Frog MusicI’ve read Room and loved it so was really looking forward to reading the ‘new’ (well, released at the beginning of this year anyway!) novel by Emma Donoghue, Frog Music.
Synopsis:

Summer of 1876: San Francisco is in the fierce grip of a record-breaking heat wave and a smallpox epidemic. Through the window of a railroad saloon, a young woman named Jenny Bonnet is shot dead.
The survivor, her friend Blanche Beunon, is a French burlesque dancer. Over the next three days, she will risk everything to bring Jenny’s murderer to justice–if he doesn’t track her down first. The story Blanche struggles to piece together is one of free-love bohemians, desperate paupers, and arrogant millionaires; of jealous men, icy women, and damaged children. It’s the secret life of Jenny herself, a notorious character who breaks the law every morning by getting dressed: a charmer as slippery as the frogs she hunts.
In thrilling, cinematic style, FROG MUSIC digs up a long-forgotten, never-solved crime. Full of songs that migrated across the world, Emma Donoghue’s lyrical tale of love and bloodshed among lowlifes captures the pulse of a boomtown like no other.

 
Frog Music focuses on protagonist Blanche Beunon and her friend Jenny Bonnet, who is shot dead at the beginning of the novel in what Blanche feels is an attack meant for her.
I was impressed with the sense of atmosphere Donoghue creates which is really evokes a sense of 19th century San Francisco, its people and buildings.  The story takes the reader into Blanche’s world of burlesque and prostitution as well as Jenny’s life of theft and her shocking habit of – shock horror! – cross dressing, as well as many other elements that are touched upon. In fact, there are so many different elements that at times it seemed a little jumbled, as if the author was just trying to cram as much information in as possible!
The story itself is quite original but seemed to ebb and flow in terms of its appeal for me – at some points it really drew me in and I wanted to know more whilst at other points I really couldn’t care less. Part of this might be attributed to the fact that, in my opinion, the characters are all pretty unpleasant and unlikable. Most share a strong selfish streak and the main protagonist, Blanche, is also vain, self-centred and snobby, as is her ‘lover’ Arthur and his close friend Ernest. Jenny is the only semi-likeable character in the novel but she’s dead for a significant portion of the novel!

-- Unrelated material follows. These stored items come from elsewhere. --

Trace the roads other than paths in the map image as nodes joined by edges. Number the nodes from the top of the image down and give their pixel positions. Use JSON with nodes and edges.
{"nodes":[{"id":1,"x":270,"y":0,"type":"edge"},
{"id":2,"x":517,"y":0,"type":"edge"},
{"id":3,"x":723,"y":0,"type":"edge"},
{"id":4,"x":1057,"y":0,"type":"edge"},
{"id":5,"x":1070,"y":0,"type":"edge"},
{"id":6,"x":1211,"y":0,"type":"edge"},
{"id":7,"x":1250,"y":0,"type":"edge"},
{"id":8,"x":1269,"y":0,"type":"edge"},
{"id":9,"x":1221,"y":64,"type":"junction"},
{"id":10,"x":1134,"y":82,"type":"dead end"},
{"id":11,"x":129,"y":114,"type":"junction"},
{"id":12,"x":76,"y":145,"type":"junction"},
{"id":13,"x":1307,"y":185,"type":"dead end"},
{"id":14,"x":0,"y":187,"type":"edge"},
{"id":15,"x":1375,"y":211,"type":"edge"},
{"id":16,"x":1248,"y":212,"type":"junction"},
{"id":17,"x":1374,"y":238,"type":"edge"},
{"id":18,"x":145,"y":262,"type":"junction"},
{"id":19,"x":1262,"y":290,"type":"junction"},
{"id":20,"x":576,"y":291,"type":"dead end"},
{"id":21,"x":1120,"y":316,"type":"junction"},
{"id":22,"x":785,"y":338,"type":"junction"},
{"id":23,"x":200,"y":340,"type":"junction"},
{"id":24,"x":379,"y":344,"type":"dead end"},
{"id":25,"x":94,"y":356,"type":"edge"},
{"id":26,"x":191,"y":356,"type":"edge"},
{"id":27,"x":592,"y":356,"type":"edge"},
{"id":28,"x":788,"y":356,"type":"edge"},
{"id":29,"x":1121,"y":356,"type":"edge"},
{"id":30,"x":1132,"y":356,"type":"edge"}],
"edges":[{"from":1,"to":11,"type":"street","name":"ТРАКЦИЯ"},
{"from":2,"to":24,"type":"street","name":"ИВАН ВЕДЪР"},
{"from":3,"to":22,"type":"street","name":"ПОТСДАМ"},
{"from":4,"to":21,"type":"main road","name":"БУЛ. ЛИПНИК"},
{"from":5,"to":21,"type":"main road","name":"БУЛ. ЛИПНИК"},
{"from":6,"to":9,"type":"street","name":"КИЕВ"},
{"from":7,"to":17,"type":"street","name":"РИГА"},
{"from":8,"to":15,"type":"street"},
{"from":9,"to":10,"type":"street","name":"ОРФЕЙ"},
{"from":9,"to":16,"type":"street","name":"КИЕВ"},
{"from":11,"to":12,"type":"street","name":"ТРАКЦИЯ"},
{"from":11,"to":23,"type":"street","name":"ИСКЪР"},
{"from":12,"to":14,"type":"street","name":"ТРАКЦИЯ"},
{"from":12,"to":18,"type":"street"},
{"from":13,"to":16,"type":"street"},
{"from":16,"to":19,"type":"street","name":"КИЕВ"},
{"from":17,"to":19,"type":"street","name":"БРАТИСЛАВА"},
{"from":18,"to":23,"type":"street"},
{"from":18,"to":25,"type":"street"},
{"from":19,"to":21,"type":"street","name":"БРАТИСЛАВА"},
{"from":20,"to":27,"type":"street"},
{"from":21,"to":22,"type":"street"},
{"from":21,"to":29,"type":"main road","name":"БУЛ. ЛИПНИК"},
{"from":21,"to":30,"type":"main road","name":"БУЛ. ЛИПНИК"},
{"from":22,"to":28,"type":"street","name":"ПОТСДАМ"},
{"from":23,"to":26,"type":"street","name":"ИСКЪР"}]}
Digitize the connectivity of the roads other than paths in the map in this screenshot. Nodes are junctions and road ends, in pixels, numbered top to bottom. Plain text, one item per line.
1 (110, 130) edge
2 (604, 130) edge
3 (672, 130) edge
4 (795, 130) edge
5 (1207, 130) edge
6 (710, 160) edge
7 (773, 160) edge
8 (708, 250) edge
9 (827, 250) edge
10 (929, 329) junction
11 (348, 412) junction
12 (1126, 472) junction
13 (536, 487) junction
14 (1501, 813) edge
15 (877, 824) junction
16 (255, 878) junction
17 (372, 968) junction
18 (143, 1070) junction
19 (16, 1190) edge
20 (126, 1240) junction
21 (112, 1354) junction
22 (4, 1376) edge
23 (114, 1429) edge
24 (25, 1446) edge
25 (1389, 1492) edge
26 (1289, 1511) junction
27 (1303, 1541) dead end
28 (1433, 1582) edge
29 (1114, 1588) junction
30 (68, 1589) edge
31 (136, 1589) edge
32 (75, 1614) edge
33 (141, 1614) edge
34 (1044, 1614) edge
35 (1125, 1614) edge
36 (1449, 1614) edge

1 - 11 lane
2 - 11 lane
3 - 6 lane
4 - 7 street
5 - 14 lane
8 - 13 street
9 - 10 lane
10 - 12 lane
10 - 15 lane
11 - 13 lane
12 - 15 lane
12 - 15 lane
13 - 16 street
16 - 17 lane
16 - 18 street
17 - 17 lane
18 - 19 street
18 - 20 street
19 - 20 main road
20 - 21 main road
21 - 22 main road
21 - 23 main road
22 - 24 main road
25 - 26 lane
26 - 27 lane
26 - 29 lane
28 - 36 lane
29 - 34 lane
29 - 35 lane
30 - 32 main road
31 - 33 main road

Narrated entirely by Blanche, her story jumps back and forth between two simultaneous timelines, one showing events leading up to the shooting and one following Blanche as she deals with the aftermath of the murder. I usually enjoy novels of this structure but I have to say that in Frog Music I got a little bored- the beginning was quite interesting and I felt myself drawn into the background of the book, and the end was also quite eventful, but the middle section just dragged on a bit. However the end of the story had quite a good conclusion and I enjoyed finally
This is certainly a different story and would have been really enjoyable if there had just been a bit more going on through the middle part. But I still enjoyed the beginning and end!